Once the data filtering was complete, analysts identified the overlap between the search terms and the domain names appearing in the top 20 search results by:
- Separating the search terms with spaces and identifying the unique set of keywords in each search. For example, “HOTELS ON CATALINA ISLAND” would have the terms “HOTELS,” “ON,” “CATALINA” and “ISLAND.”
- Counting how many of the search term keywords were included in the resulting domain names (no keywords = “zero match”).
- Counting the number of search results that were clicked on (click_flag=1) for the search results with “zero match” and dividing it by the total number of search results with “zero match” to compute the click-through rate for these search results. Analysts repeated the same process for “one match” search results and “two or more match” search results to derive click-through rate for each.
The domain names with keywords that overlapped with the search terms had a click-through rate almost two times higher than domain names without overlap. In other words, Internet search users are almost twice as likely to click on a domain name that includes at least one of the keywords in their search query, compared to a domain name that does not include any of the keywords in their search query.

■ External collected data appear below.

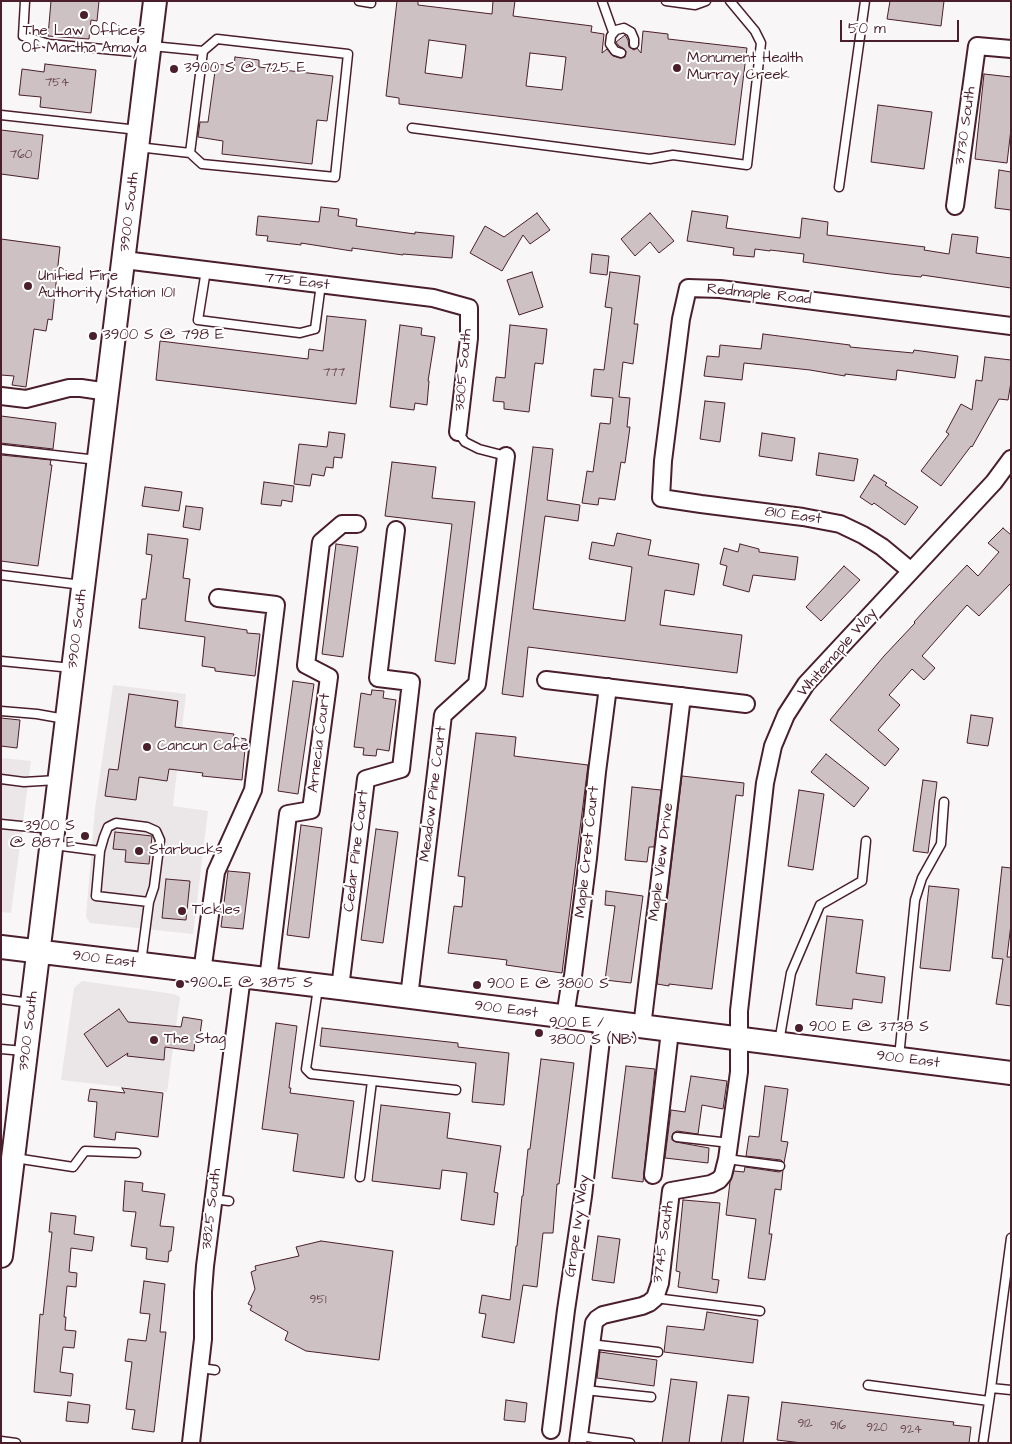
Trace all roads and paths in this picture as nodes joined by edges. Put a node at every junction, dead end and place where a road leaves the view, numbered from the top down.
1 (25, 1) edge
2 (155, 1) edge
3 (359, 1) edge
4 (602, 1) edge
5 (666, 1) edge
6 (706, 1) edge
7 (730, 1) edge
8 (865, 1) edge
9 (371, 3) dead end
10 (613, 32) junction
11 (634, 44) dead end
12 (149, 49) junction
13 (1011, 49) edge
14 (203, 51) junction
15 (621, 53) dead end
16 (1, 115) edge
17 (412, 128) dead end
18 (139, 138) junction
19 (190, 153) junction
20 (839, 187) dead end
21 (955, 206) dead end
22 (124, 260) junction
23 (206, 270) junction
24 (321, 284) junction
25 (469, 308) joint
26 (1011, 326) edge
27 (108, 392) junction
28 (1, 396) edge
29 (458, 432) joint
30 (1, 449) edge
31 (506, 456) joint
32 (1011, 459) edge
33 (99, 460) junction
34 (661, 498) joint
35 (357, 524) dead end
36 (396, 530) dead end
37 (911, 571) junction
38 (1, 575) edge
39 (84, 585) junction
40 (218, 598) dead end
41 (1, 662) edge
42 (74, 669) junction
43 (546, 680) dead end
44 (608, 687) junction
45 (682, 696) junction
46 (746, 704) dead end
47 (1, 711) edge
48 (67, 720) junction
49 (1, 779) edge
50 (59, 780) junction
51 (944, 802) dead end
52 (1, 824) edge
53 (52, 837) junction
54 (866, 841) dead end
55 (100, 852) junction
56 (149, 902) junction
57 (1, 947) edge
58 (38, 952) junction
59 (140, 965) junction
60 (202, 972) junction
61 (242, 976) junction
62 (268, 980) junction
63 (329, 987) junction
64 (409, 997) junction
65 (1, 999) edge
66 (32, 1003) junction
67 (565, 1017) junction
68 (604, 1022) junction
69 (642, 1027) junction
70 (670, 1031) junction
71 (738, 1039) junction
72 (779, 1044) junction
73 (1, 1049) edge
74 (26, 1051) junction
75 (899, 1059) junction
76 (1011, 1073) edge
77 (372, 1081) junction
78 (456, 1090) dead end
79 (677, 1136) dead end
80 (730, 1143) junction
81 (136, 1153) dead end
82 (13, 1158) junction
83 (727, 1160) junction
84 (780, 1166) dead end
85 (653, 1175) dead end
86 (360, 1177) dead end
87 (1011, 1238) edge
88 (1, 1256) edge
89 (655, 1298) junction
90 (760, 1311) dead end
91 (590, 1344) junction
92 (658, 1352) dead end
93 (868, 1385) dead end
94 (990, 1388) junction
95 (584, 1390) junction
96 (1011, 1390) edge
97 (651, 1397) dead end
98 (989, 1401) junction
99 (551, 1430) dead end
100 (578, 1440) edge
101 (1, 1441) edge
102 (16, 1443) edge
103 (191, 1443) edge
104 (630, 1443) edge
105 (983, 1443) edge

1 - 12 lane
2 - 12 main road, 3900 South
3 - 9 lane
4 - 10 lane
5 - 6 lane
7 - 17 lane
8 - 20 lane
10 - 11 lane
10 - 15 lane
12 - 14 lane
12 - 18 main road, 3900 South
13 - 21 street, 3730 South
14 - 19 lane
14 - 19 lane
16 - 18 lane
18 - 19 lane
18 - 22 main road, 3900 South
22 - 23 street, 775 East
22 - 27 main road, 3900 South
23 - 24 street, 775 East
23 - 24 lane
24 - 25 street, 775 East
25 - 29 street, 3805 South
26 - 34 street, Redmaple Road
27 - 28 street
27 - 33 main road, 3900 South
29 - 31 lane
30 - 33 lane
31 - 64 street, Meadow Pine Court
32 - 37 street, Whitemaple Way
33 - 39 main road, 3900 South
34 - 37 street, 810 East
35 - 62 street, Arnecia Court
36 - 63 street, Cedar Pine Court
37 - 71 street, Whitemaple Way
38 - 39 lane
39 - 42 main road, 3900 South
40 - 60 street
41 - 42 lane
42 - 48 main road, 3900 South
43 - 44 street
44 - 45 street
44 - 67 street, Maple Crest Court
45 - 46 street
45 - 69 street, Maple View Drive
47 - 48 lane
48 - 50 main road, 3900 South
49 - 50 lane
50 - 53 main road, 3900 South
51 - 75 lane
52 - 53 lane
53 - 55 lane
53 - 58 main road, 3900 South
54 - 72 lane
55 - 56 lane
55 - 56 lane
56 - 59 lane
57 - 58 main road, 900 East
58 - 59 main road, 900 East
58 - 66 main road, 3900 South
59 - 60 main road, 900 East
60 - 61 main road, 900 East
61 - 62 main road, 900 East
61 - 103 street, 3825 South
62 - 63 main road, 900 East
63 - 64 main road, 900 East
63 - 77 lane
64 - 67 main road, 900 East
65 - 66 lane
66 - 74 main road, 3900 South
67 - 68 main road, 900 East
68 - 69 main road, 900 East
68 - 99 street, Grape Ivy Way
69 - 70 main road, 900 East
70 - 71 main road, 900 East
70 - 85 street
71 - 72 main road, 900 East
71 - 80 street, 3745 South
72 - 75 main road, 900 East
73 - 74 lane
74 - 82 main road, 3900 South
75 - 76 main road, 900 East
77 - 78 lane
77 - 86 lane
79 - 80 lane
80 - 83 street, 3745 South
81 - 82 lane
82 - 88 main road, 3900 South
83 - 84 lane
83 - 89 street, 3745 South
87 - 94 lane
89 - 90 lane
89 - 91 street, 3745 South
91 - 92 lane
91 - 95 street, 3745 South
93 - 98 lane
94 - 96 lane
94 - 98 lane
95 - 97 lane
95 - 100 street, 3745 South
98 - 105 lane
100 - 104 lane
101 - 102 lane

The value of keyword-rich domain names has been debated when it comes to topics like desirability, memorability and search engine ranking. Based on the results of Verisign’s analysis of comScore data, it appears that keyword-rich domain names can play an integral role when it comes to user click-through rate on search engine results. Given that “traffic to a website” is frequently cited as a top priority for website owners, they should seriously consider registering keyword-rich domain names that align with their website or business focus to take advantage of a search user’s higher propensity to click on domain names that include one or more of their search keywords.

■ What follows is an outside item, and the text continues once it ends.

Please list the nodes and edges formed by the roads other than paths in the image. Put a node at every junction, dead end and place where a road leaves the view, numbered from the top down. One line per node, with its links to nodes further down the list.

While there are many variables that go into search rankings, like content quality, cross-linking, advertising budgets, faster website speeds, etc., having a portfolio of descriptive, keyword-rich domain names may make the difference in being found online. Verisign’s analysis of the comScore data illustrates that registering keyword-rich domain names may be a smart strategy, giving businesses a leg up when it comes to getting prospective customers to click on their links.
Search today to see available keyword-rich domain names. You can use tools like DomainScope for domain name ideas, to research the registration history of a domain name and compare available DNS traffic information for multiple domain names.
- According to comScore, their measurement of the U.S. online universe is derived in part from an opt-in consumer panel that passively and anonymously measures the internet behavior of its approximately one million participants. comScore uses a broad array of panel recruitment techniques to attract a diverse group of participants who agree to download a proprietary software meter to measure a variety of online behaviors, including pages they visit, videos they view, searches they conduct, purchases they make and ads to which they are exposed. According to comScore, anonymized information is statistically weighted and projected by comScore according to a number of variables to represent the behavior of the total U.S. internet population.